• [Task directions] Look through the records below for the line with "thumb mcp: (888, 1207)" and the line with "pinky tip: (1142, 1152)", then return those lines and all lines between, exactly.
────────────────────
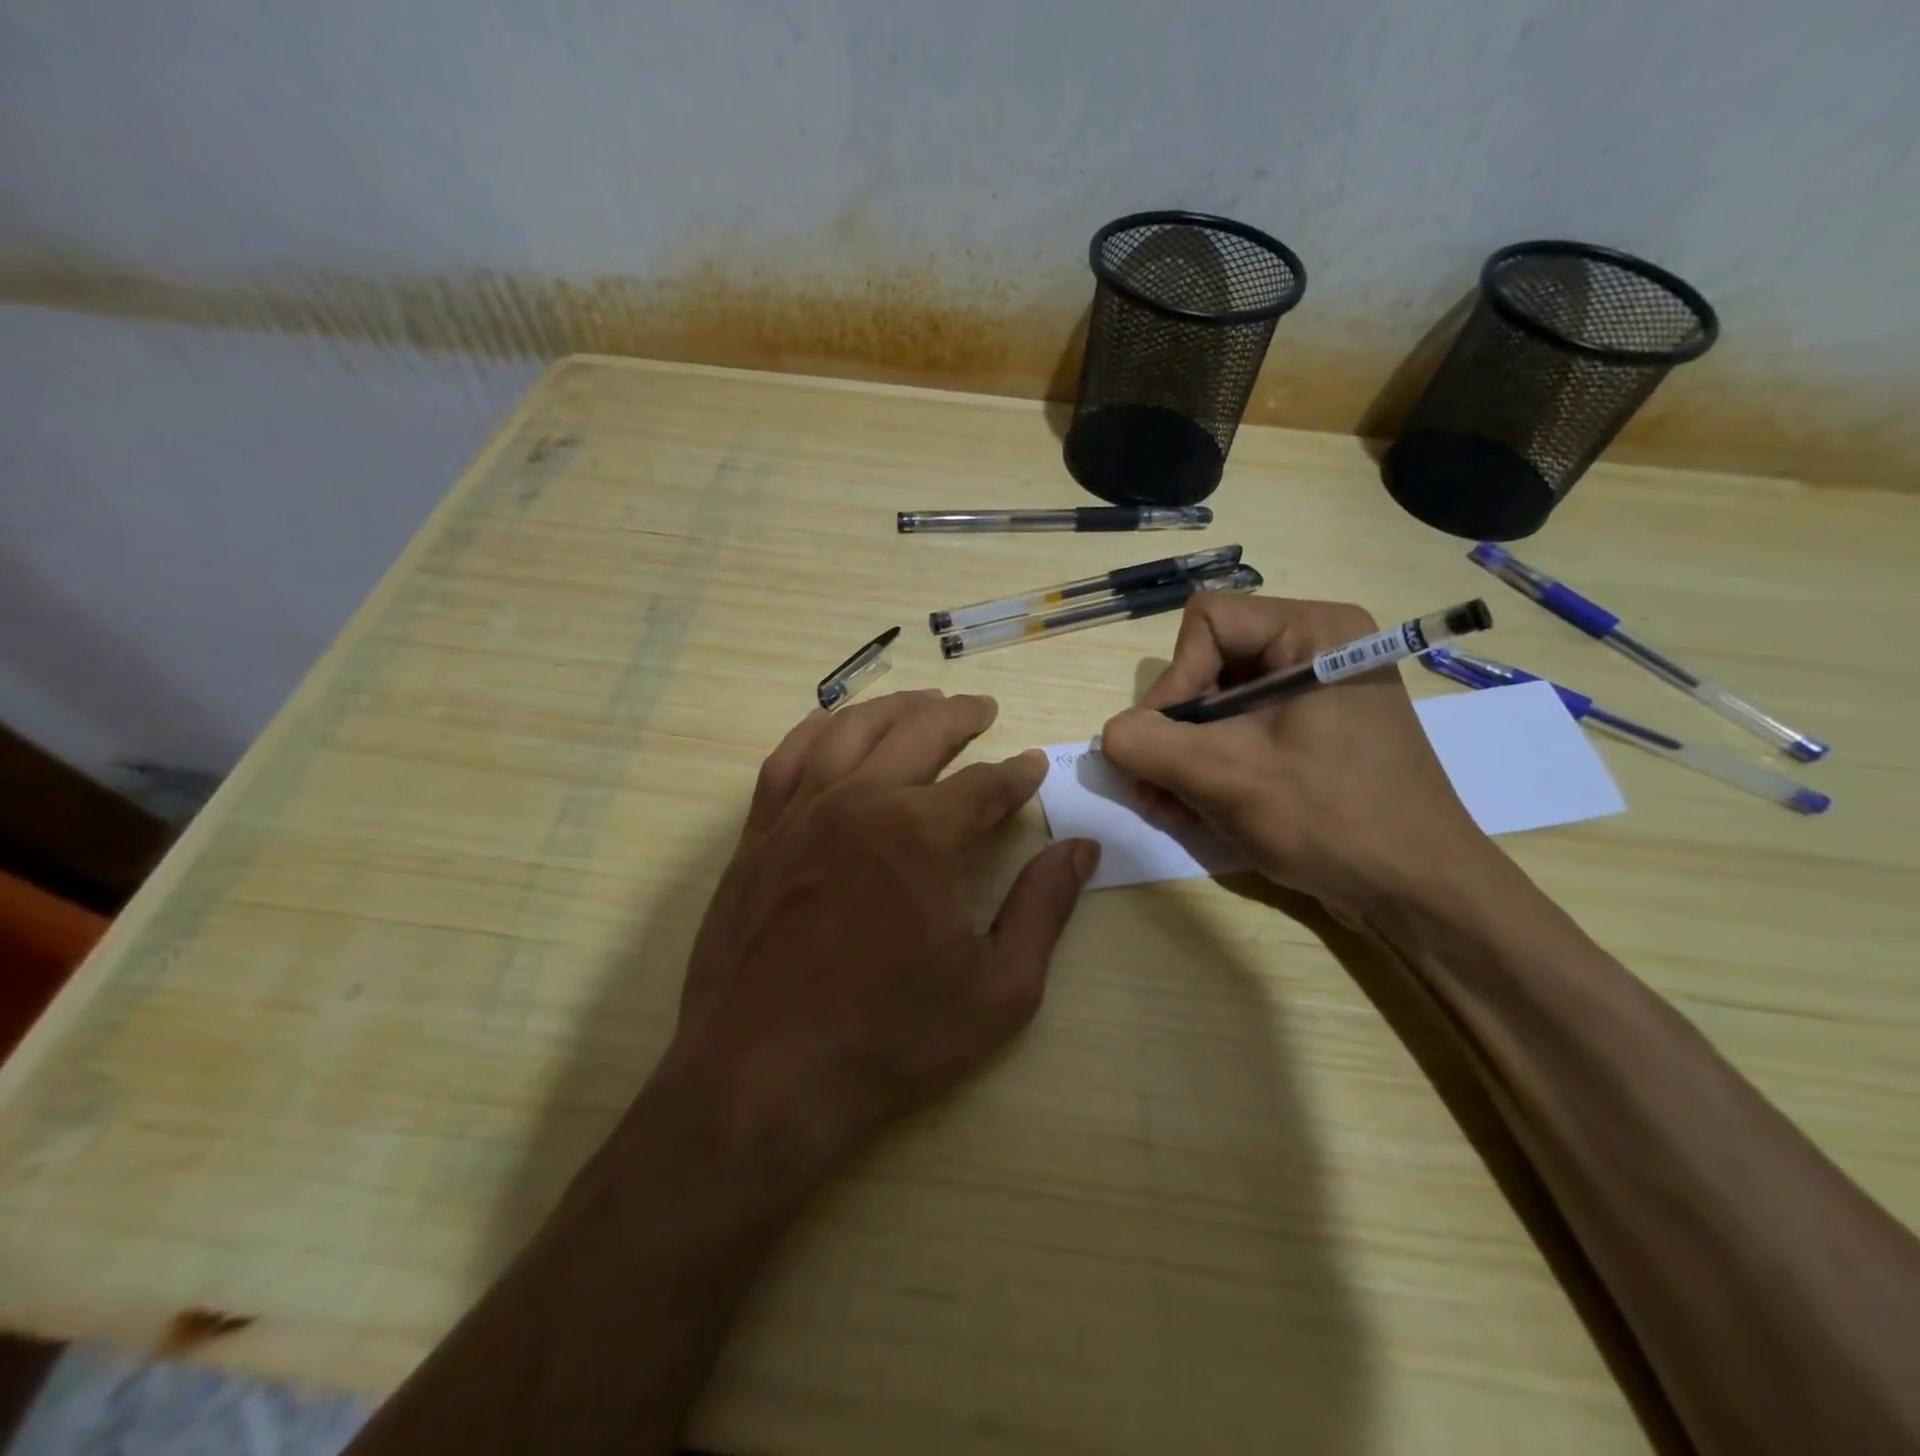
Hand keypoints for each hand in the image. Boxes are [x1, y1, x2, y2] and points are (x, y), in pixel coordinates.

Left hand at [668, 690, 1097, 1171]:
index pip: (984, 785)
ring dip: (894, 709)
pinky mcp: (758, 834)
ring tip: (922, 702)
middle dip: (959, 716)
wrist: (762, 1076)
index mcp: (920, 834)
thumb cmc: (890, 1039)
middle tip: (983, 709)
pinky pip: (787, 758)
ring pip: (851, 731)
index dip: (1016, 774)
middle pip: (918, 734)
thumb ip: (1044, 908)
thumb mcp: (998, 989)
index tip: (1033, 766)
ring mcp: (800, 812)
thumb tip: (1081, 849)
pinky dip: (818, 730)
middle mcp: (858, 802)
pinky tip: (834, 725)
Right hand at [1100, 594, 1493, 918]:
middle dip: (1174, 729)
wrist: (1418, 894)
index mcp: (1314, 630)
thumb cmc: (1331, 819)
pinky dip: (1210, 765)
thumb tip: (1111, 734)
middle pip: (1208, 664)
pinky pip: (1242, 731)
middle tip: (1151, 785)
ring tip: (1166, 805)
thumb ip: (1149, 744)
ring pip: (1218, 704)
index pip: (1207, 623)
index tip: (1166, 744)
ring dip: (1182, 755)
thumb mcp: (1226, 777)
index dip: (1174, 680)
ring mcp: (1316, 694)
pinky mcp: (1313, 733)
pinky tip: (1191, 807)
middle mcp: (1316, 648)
────────────────────
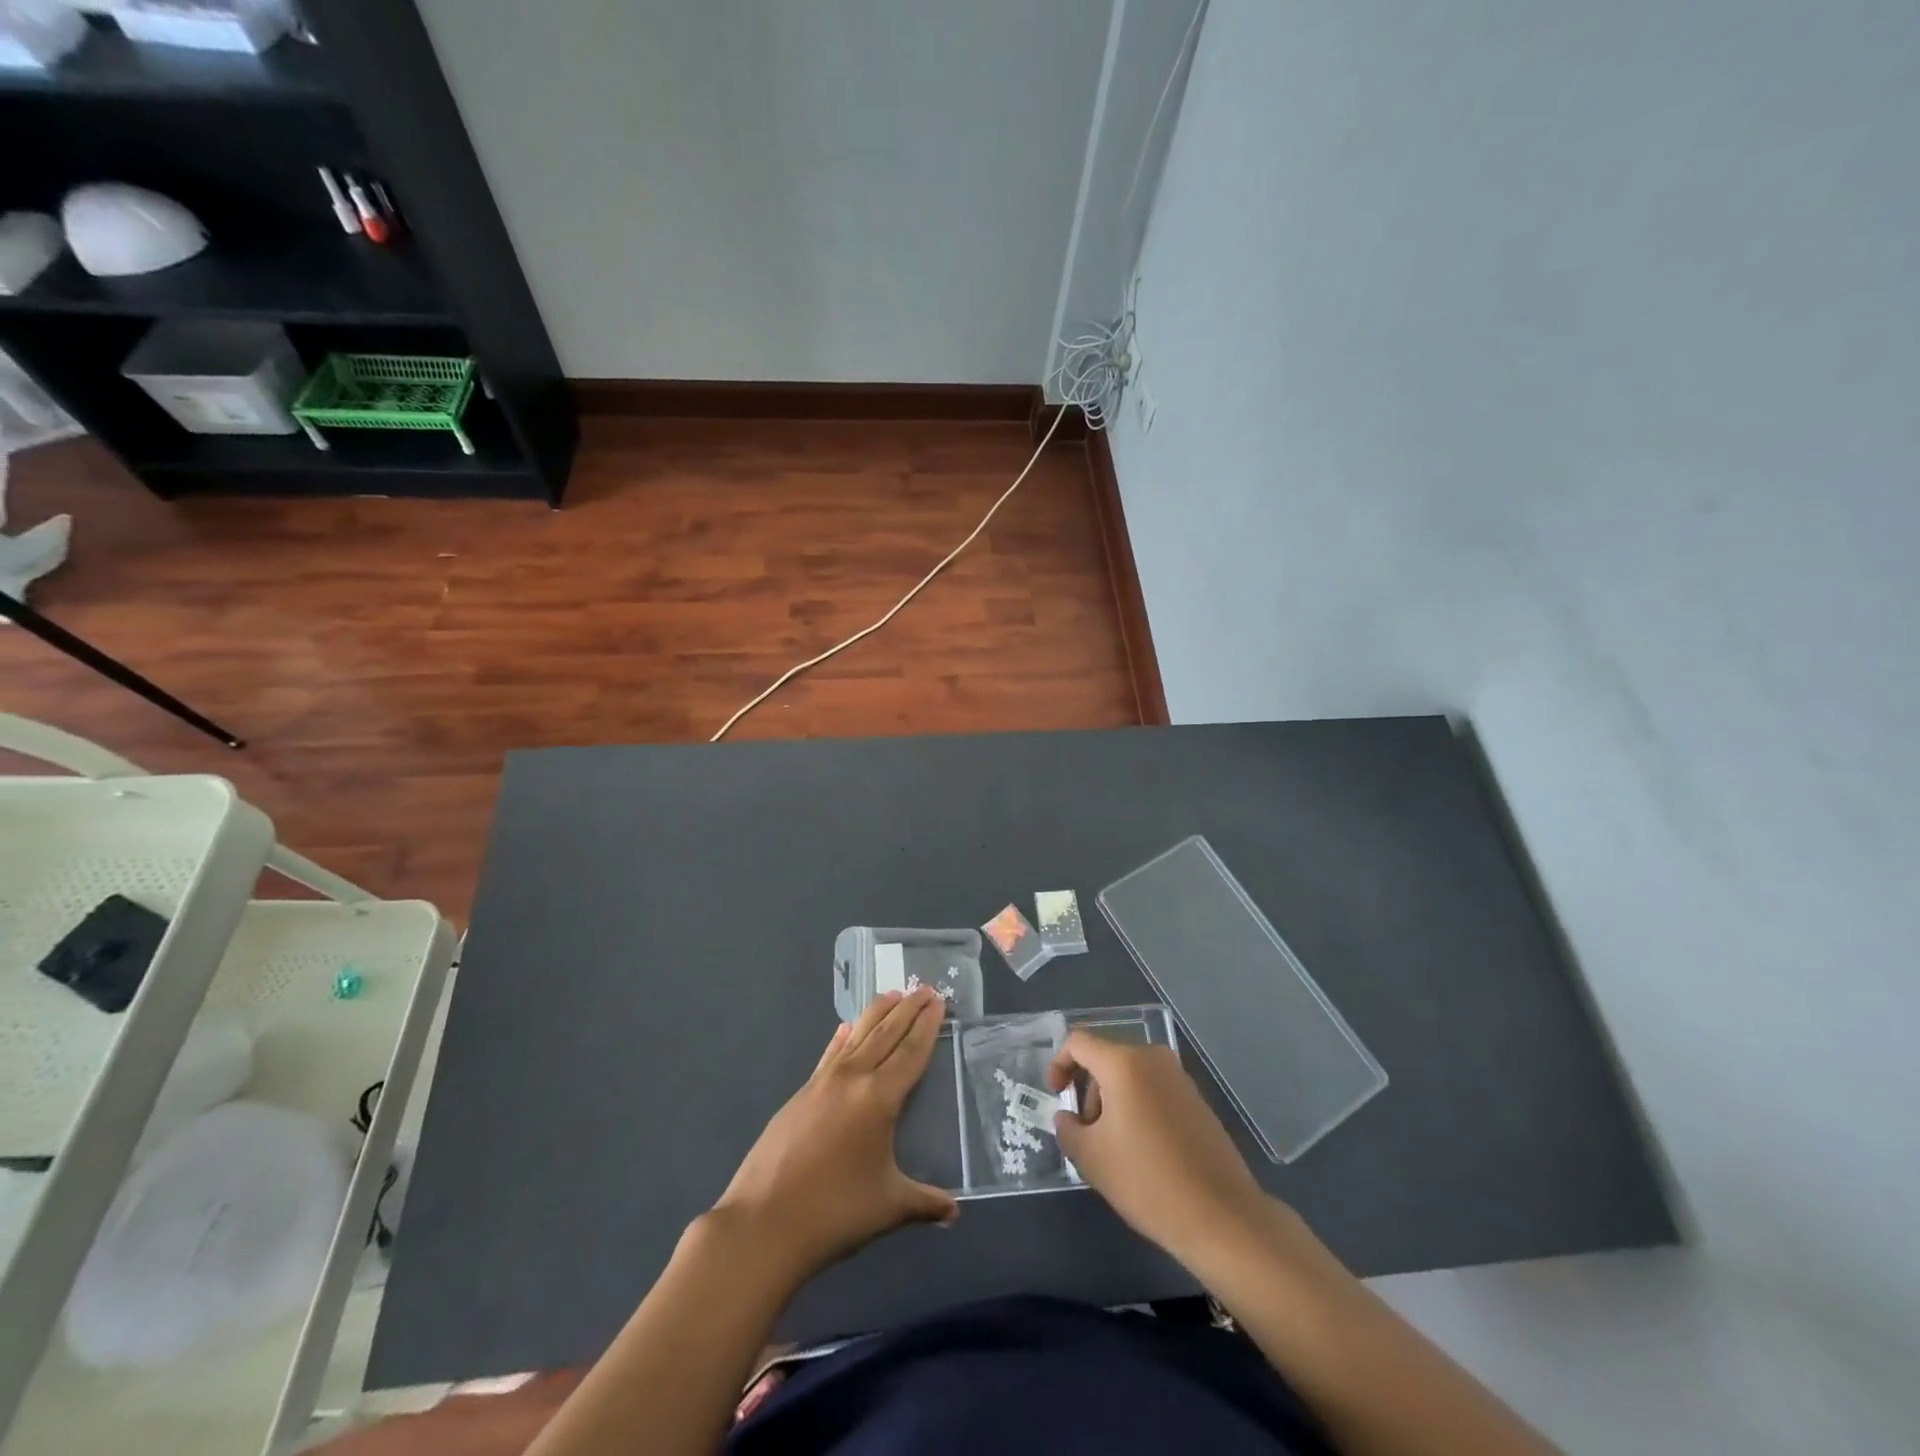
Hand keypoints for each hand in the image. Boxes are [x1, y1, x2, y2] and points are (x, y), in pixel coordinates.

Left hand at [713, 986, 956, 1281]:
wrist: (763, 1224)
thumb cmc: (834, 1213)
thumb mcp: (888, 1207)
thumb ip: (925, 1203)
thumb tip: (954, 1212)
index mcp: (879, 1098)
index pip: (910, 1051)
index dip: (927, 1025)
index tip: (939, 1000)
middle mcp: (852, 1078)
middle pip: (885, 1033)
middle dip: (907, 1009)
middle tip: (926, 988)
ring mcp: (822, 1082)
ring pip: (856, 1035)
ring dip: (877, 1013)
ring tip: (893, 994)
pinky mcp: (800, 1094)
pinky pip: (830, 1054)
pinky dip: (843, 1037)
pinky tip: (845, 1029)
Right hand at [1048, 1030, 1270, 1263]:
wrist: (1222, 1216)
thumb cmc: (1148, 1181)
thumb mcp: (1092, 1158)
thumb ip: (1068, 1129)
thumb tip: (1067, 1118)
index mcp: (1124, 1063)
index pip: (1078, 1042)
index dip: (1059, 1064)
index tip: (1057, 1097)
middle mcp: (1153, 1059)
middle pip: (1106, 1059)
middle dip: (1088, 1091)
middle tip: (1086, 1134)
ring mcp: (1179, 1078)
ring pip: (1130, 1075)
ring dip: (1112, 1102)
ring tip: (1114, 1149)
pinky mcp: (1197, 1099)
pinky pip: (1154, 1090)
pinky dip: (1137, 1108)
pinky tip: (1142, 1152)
────────────────────
• [Solution for this problem]
thumb mcp: (888, 1207)
thumb ip: (925, 1203)
thumb tip: (954, 1212)
index mcp: (879, 1098)
index pip: (910, 1051)
index dip: (927, 1025)
index tip: (939, 1000)
middle mcp: (852, 1078)
middle pip: (885, 1033)
middle dip: (907, 1009)
middle tip: (926, 988)
ring mcp: (822, 1082)
ring pip: (856, 1035)
ring dip: (877, 1013)
ring tip: (893, 994)
pinky mcp: (800, 1094)
pinky pip: (830, 1054)
pinky dip: (843, 1037)
pinky tip: (845, 1029)
Right hand at [1048, 1030, 1270, 1263]:
wrist: (1222, 1216)
thumb cmc: (1148, 1181)
thumb mcp: (1092, 1158)
thumb ip: (1068, 1129)
thumb tip: (1067, 1118)
index mcp: (1124, 1063)
index pip: (1078, 1042)
index dip: (1059, 1064)
index tip: (1057, 1097)
middle mcp: (1153, 1059)
middle pip: (1106, 1059)
middle dip: (1088, 1091)
middle tip: (1086, 1134)
ring mcp: (1179, 1078)
ring pip: (1130, 1075)
ring dip: (1112, 1102)
ring tip: (1114, 1149)
pinky mcp: (1197, 1099)
pinky pip: (1154, 1090)
pinky dip: (1137, 1108)
pinky tip: (1142, 1152)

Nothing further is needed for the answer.